- Exercise details
Once the pictures have been excluded, set down each remaining entry word for word.

(Data extracted from a collection)
########################################
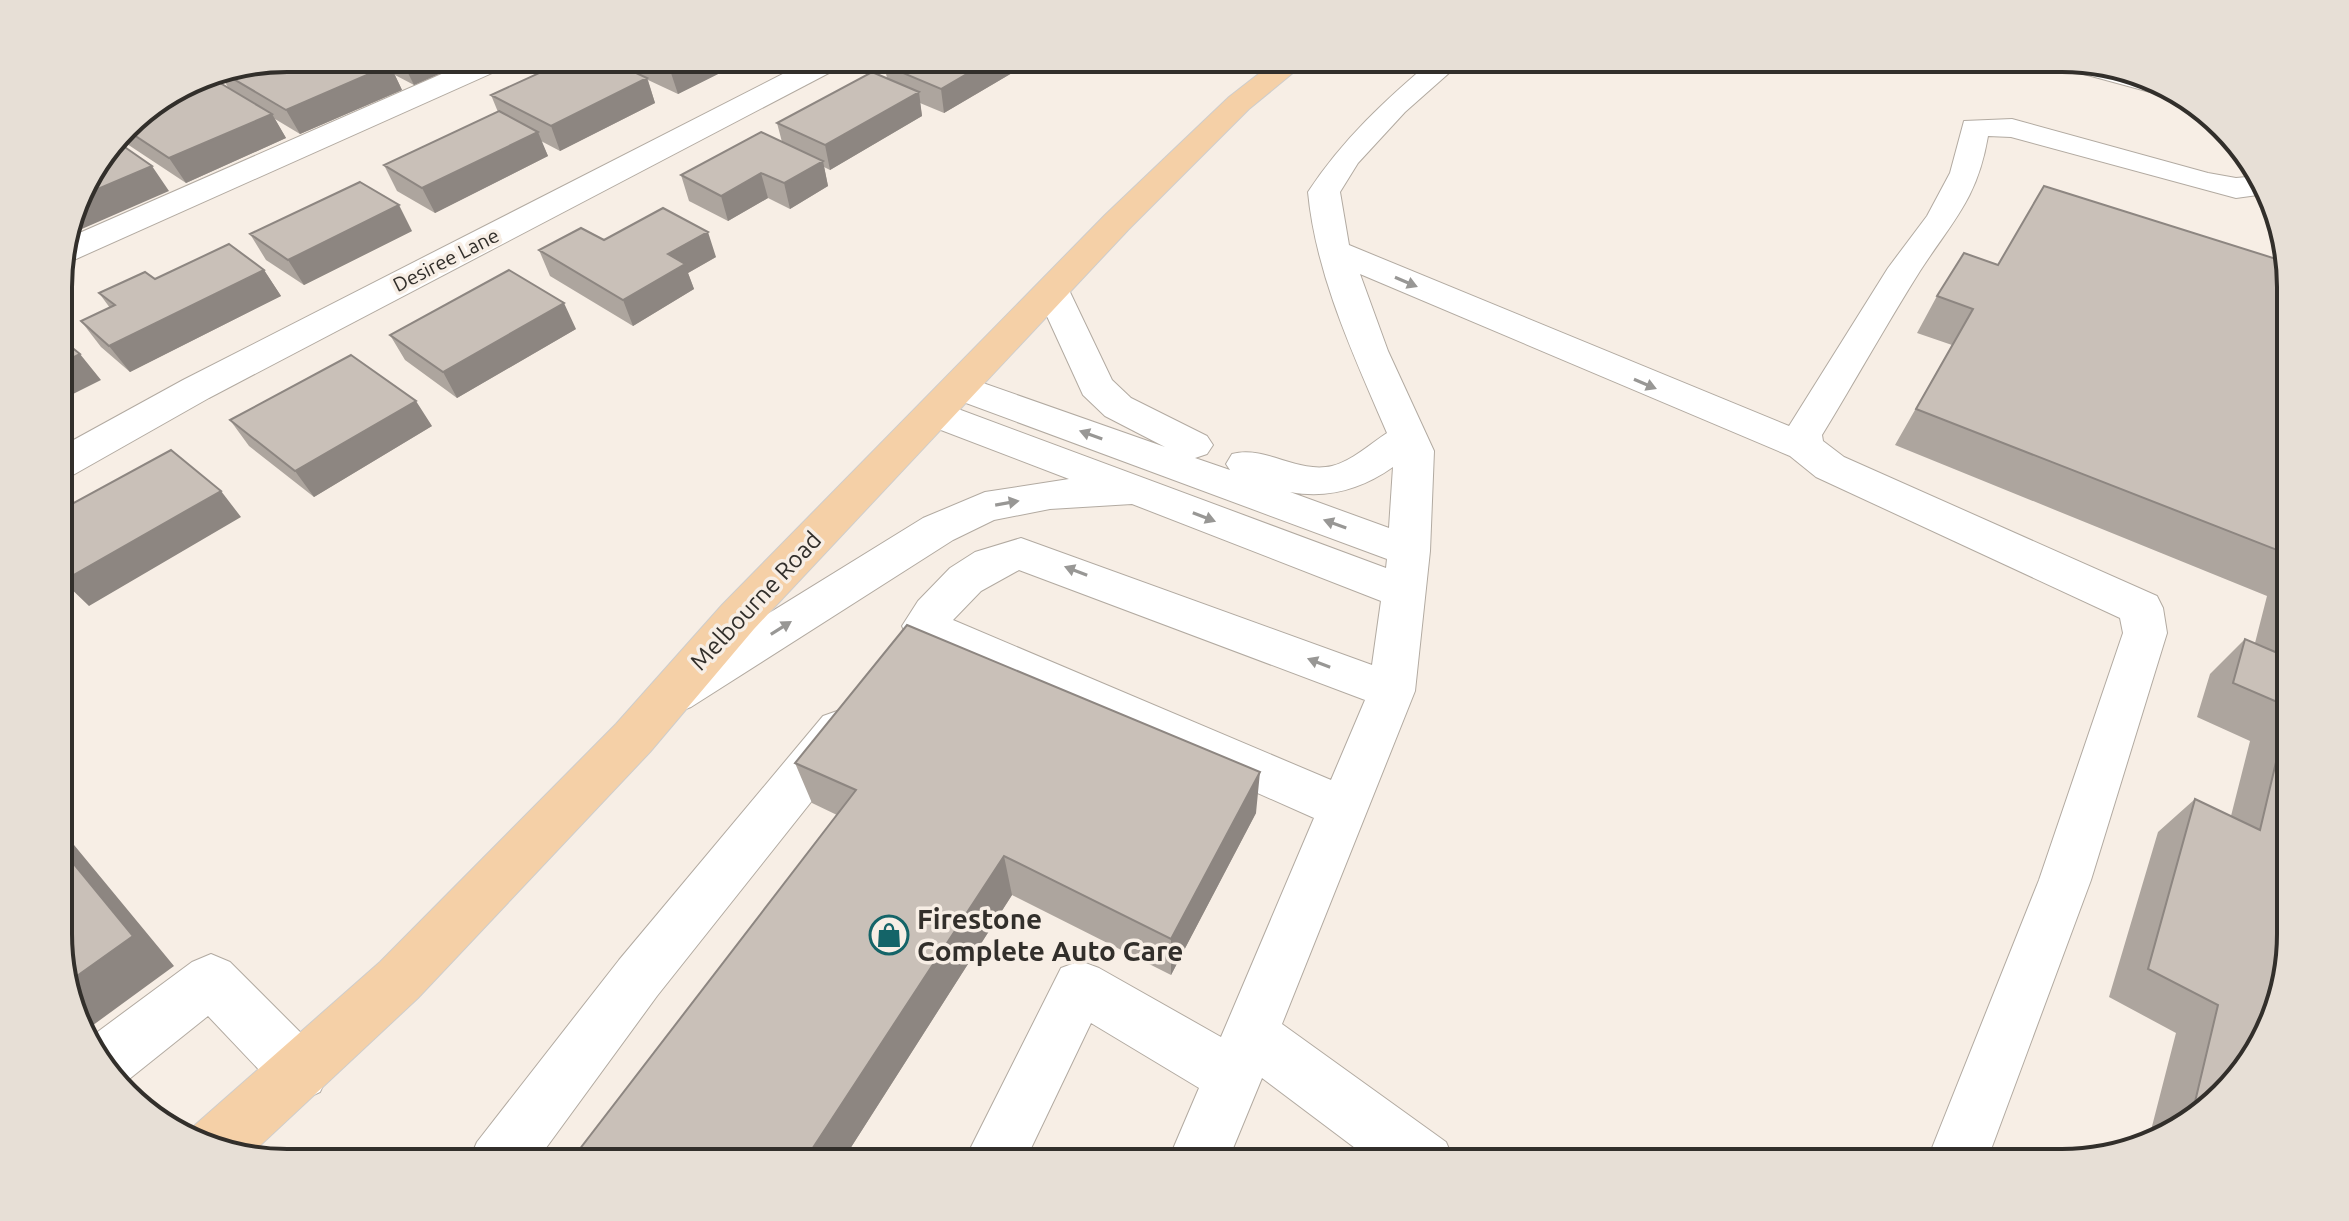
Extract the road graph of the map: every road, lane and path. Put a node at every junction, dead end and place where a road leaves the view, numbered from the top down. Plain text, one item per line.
1 (470, 72) edge
2 (809, 72) edge
3 (1279, 72) edge
4 (1435, 72) edge
5 (2251, 186) edge
6 (76, 247) edge
7 (1334, 251) junction
8 (1052, 290) junction
9 (947, 400) junction
10 (1408, 438) junction
11 (1197, 447) junction
12 (1804, 447) junction
13 (72, 458) edge
14 (1131, 490) junction
15 (1266, 499) junction
16 (1406, 572) junction
17 (895, 662) junction
18 (1392, 691) junction
19 (667, 699) junction
20 (1344, 808) junction
21 (1242, 1056) junction
22 (111, 1057) edge
23 (300, 1072) junction
24 (224, 1139) edge
25 (509, 1149) edge
26 (1000, 1149) edge
27 (1203, 1149) edge
28 (1401, 1149) edge
29 (1961, 1149) edge

1 - 6 street
2 - 13 street, Desiree Lane
3 - 8 main road, Melbourne Road
4 - 7 street
5 - 12 street
7 - 10 street
7 -> 12 street
8 - 9 main road, Melbourne Road
8 - 11 street
9 - 14 street
15 -> 9 street
9 - 19 main road, Melbourne Road
10 - 11 street
10 - 16 street
11 - 15 street
12 - 29 street
14 -> 16 street
19 -> 14 street
16 -> 15 street
16 - 18 street
18 -> 17 street
17 - 20 street
17 - 25 street
18 - 20 street
19 - 23 main road, Melbourne Road
20 - 21 street
21 - 26 street
21 - 27 street
21 - 28 street
22 - 23 street
23 - 24 main road, Melbourne Road

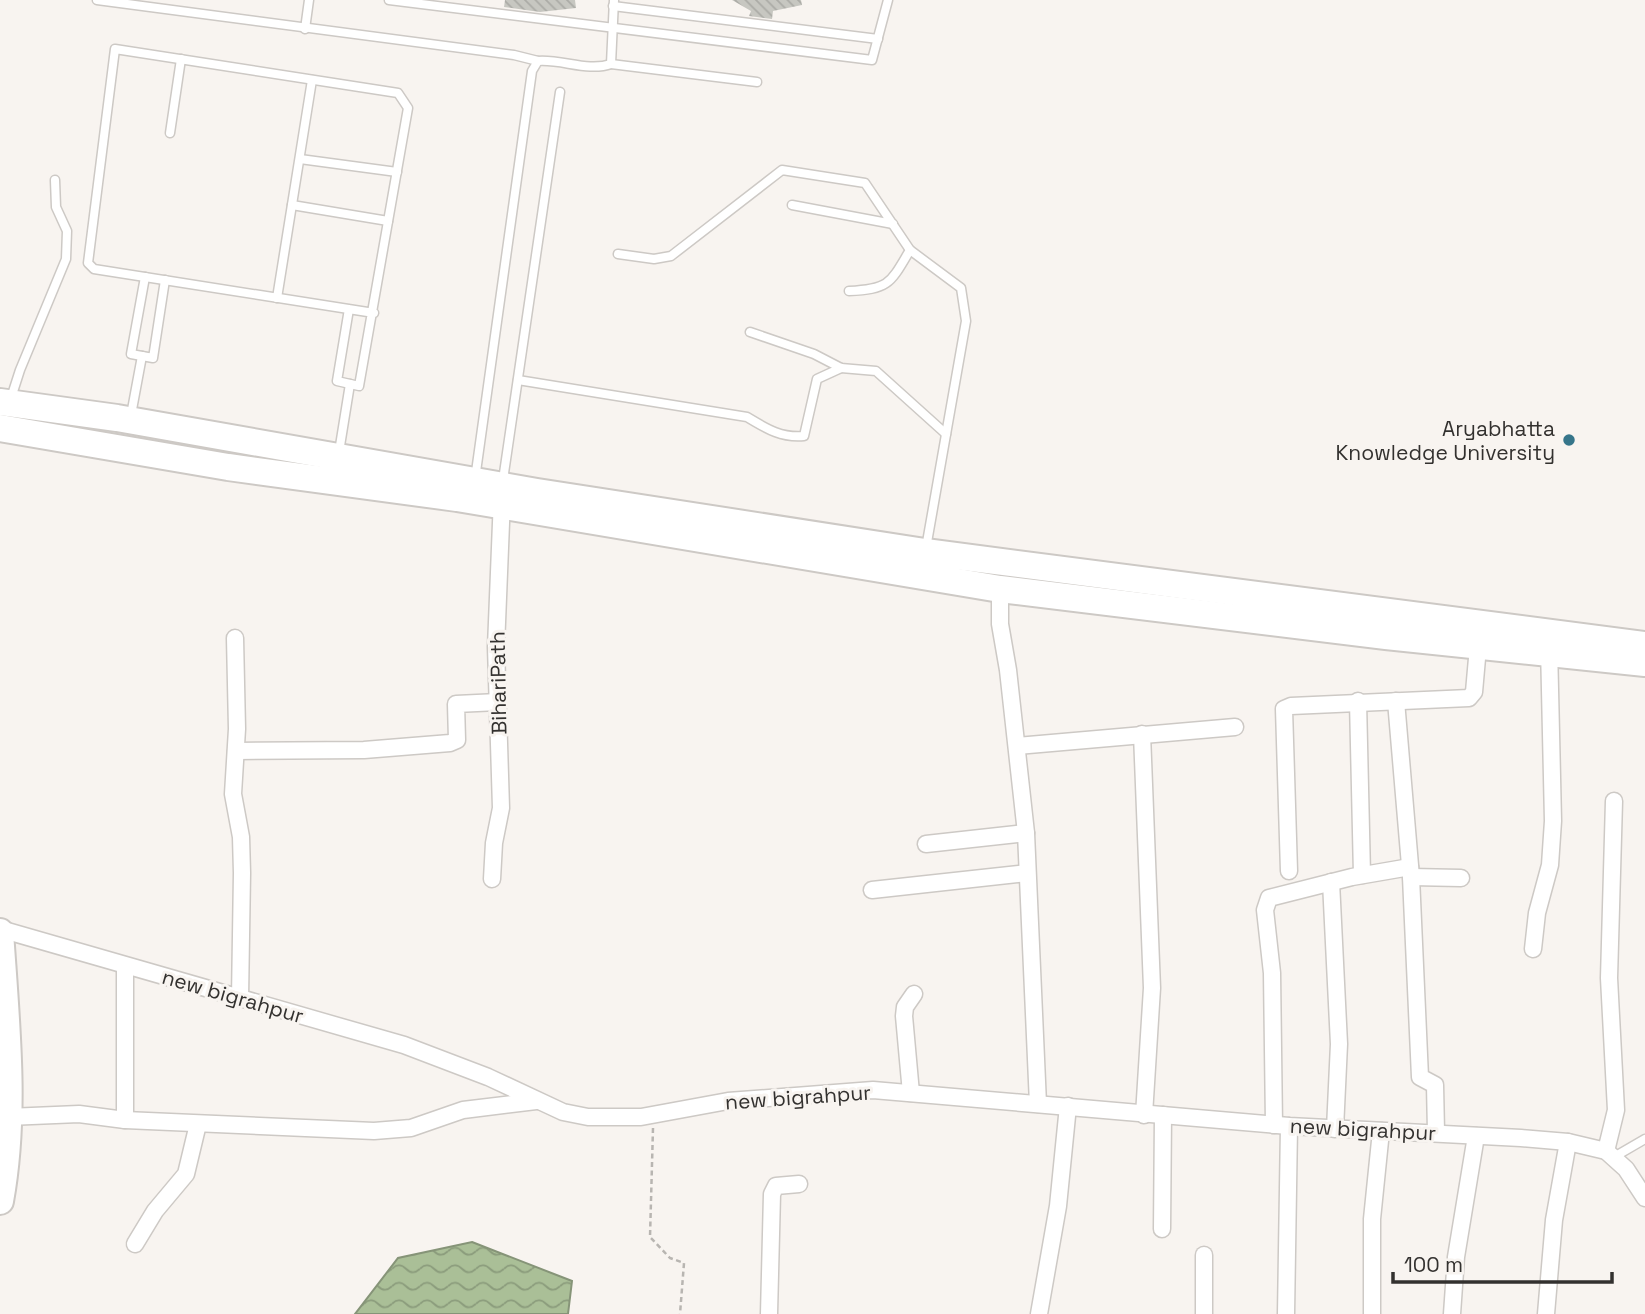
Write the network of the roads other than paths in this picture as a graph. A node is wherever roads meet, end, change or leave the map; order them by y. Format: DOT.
########################################
- Result of this exercise
Extract the road graph of the map: every road, lane and path. Put a node at every junction, dead end and place where a road leaves the view, numbered from the top down. Plain text, one item per line.
1 (470, 72) edge
2 (809, 72) edge
3 (1279, 72) edge
4 (1435, 72) edge
5 (2251, 186) edge
6 (76, 247) edge
7 (1334, 251) junction
8 (1052, 290) junction
9 (947, 400) junction
10 (1408, 438) junction
11 (1197, 447) junction
12 (1804, 447) junction
13 (72, 458) edge
14 (1131, 490) junction
15 (1266, 499) junction
16 (1406, 572) junction
17 (895, 662) junction
18 (1392, 691) junction
19 (667, 699) junction
20 (1344, 808) junction
21 (1242, 1056) junction
22 (111, 1057) edge
23 (300, 1072) junction
24 (224, 1139) edge
25 (509, 1149) edge
26 (1000, 1149) edge
27 (1203, 1149) edge
28 (1401, 1149) edge
29 (1961, 1149) edge

1 - 6 street
2 - 13 street, Desiree Lane
3 - 8 main road, Melbourne Road
4 - 7 street
5 - 12 street
7 - 10 street
7 -> 12 street
8 - 9 main road, Melbourne Road
8 - 11 street
9 - 14 street
15 -> 9 street
9 - 19 main road, Melbourne Road
10 - 11 street
10 - 16 street
11 - 15 street
12 - 29 street
14 -> 16 street
19 -> 14 street
16 -> 15 street
16 - 18 street
18 -> 17 street
17 - 20 street
17 - 25 street
18 - 20 street
19 - 23 main road, Melbourne Road
20 - 21 street
21 - 26 street
21 - 27 street
21 - 28 street
22 - 23 street
23 - 24 main road, Melbourne Road

Write the network of the roads other than paths in this picture as a graph. A node is wherever roads meet, end, change or leave the map; order them by y. Format: DOT.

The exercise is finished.